When I was diagnosed with endometrial cancer, I felt my life closing in. Sometimes if I shut my eyes, I saw a black circle around me. The circle blocked out thoughts of everything but the cancer. My illness was all I could really focus on.
Three weeks later, I had surgery, a complete hysterectomy. When I awoke, I heard the wonderful news: early stage cancer with a good prognosis. I felt the black circle opening up, and my life expanding again.
Happy thoughts – my grandson, a new house, travels with my husband, my writing, gatherings with friends – all came back into my mind.
My recovery from surgery went well, and unlike many cancer patients, I needed no further treatment. Today, I’m energetic and embracing my days.
However, a cancer story stays with you. No matter what your experience was, you are changed. Perhaps you or someone you know is on this journey. Here are some suggestions for putting a positive spin on life after cancer.
I was overwhelmed by the outpouring of love from my family, my friends, and my church. Even these days, I like to remember the visits, the cards, the flowers, and the gifts. I pull out the cards from time to time, and I reread the emails. I focus on the love, not the fear and pain, I felt during those weeks.
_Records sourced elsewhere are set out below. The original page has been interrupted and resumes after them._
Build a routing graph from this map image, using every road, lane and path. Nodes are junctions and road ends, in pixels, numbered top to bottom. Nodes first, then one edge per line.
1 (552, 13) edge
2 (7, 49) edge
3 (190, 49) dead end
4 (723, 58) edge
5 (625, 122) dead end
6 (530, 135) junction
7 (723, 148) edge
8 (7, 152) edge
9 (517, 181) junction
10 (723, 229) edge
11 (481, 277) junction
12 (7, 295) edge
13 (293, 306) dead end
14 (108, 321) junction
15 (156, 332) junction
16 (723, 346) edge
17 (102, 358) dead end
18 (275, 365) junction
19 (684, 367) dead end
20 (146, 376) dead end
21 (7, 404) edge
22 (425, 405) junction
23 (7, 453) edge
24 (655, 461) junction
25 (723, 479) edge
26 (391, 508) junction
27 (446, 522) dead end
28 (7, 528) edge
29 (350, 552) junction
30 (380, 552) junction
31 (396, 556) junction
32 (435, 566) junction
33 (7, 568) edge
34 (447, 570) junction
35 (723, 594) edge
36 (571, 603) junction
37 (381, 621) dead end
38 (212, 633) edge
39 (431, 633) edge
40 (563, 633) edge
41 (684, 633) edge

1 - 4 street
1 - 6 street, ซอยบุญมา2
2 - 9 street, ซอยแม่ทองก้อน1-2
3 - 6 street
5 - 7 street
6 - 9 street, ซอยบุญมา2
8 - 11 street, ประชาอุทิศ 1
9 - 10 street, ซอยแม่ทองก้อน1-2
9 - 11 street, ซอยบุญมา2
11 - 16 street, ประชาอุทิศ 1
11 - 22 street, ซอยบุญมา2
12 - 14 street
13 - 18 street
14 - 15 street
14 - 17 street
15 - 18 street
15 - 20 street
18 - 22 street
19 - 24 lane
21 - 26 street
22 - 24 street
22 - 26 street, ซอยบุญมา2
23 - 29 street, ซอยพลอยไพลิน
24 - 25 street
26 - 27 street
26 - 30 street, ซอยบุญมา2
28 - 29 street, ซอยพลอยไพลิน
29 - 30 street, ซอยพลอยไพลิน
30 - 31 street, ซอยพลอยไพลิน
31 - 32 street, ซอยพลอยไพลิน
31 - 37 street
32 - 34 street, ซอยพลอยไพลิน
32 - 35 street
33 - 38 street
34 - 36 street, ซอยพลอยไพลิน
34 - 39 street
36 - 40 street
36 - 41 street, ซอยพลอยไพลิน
I use my blog, Friend for the Ride, to raise awareness of endometrial cancer. I continue to tell my story in a creative and upbeat manner. Perhaps you write, paint, quilt, make music, design t-shirts, garden, bake, or pursue any other hobbies. Think of ways you can use your talents to advocate for early detection and research. Simply telling your story is important too.
Shortly after my surgery, with the aid of the hospital’s human resources department, I sent emails praising two nurses and a med tech, who were especially kind to me. I received enthusiastic replies from their department heads.
I see my oncologist once a year for an exam, and I go to my gynecologist six months later. “Thank you for saving my life,” I say each time. What joy it brings me so say those words.
Connect with others who’ve been through something scary like you have, and who worry about recurrence just like you do. Together, you make a strong family! As others are diagnosed, you’re now ready to help them on their journey.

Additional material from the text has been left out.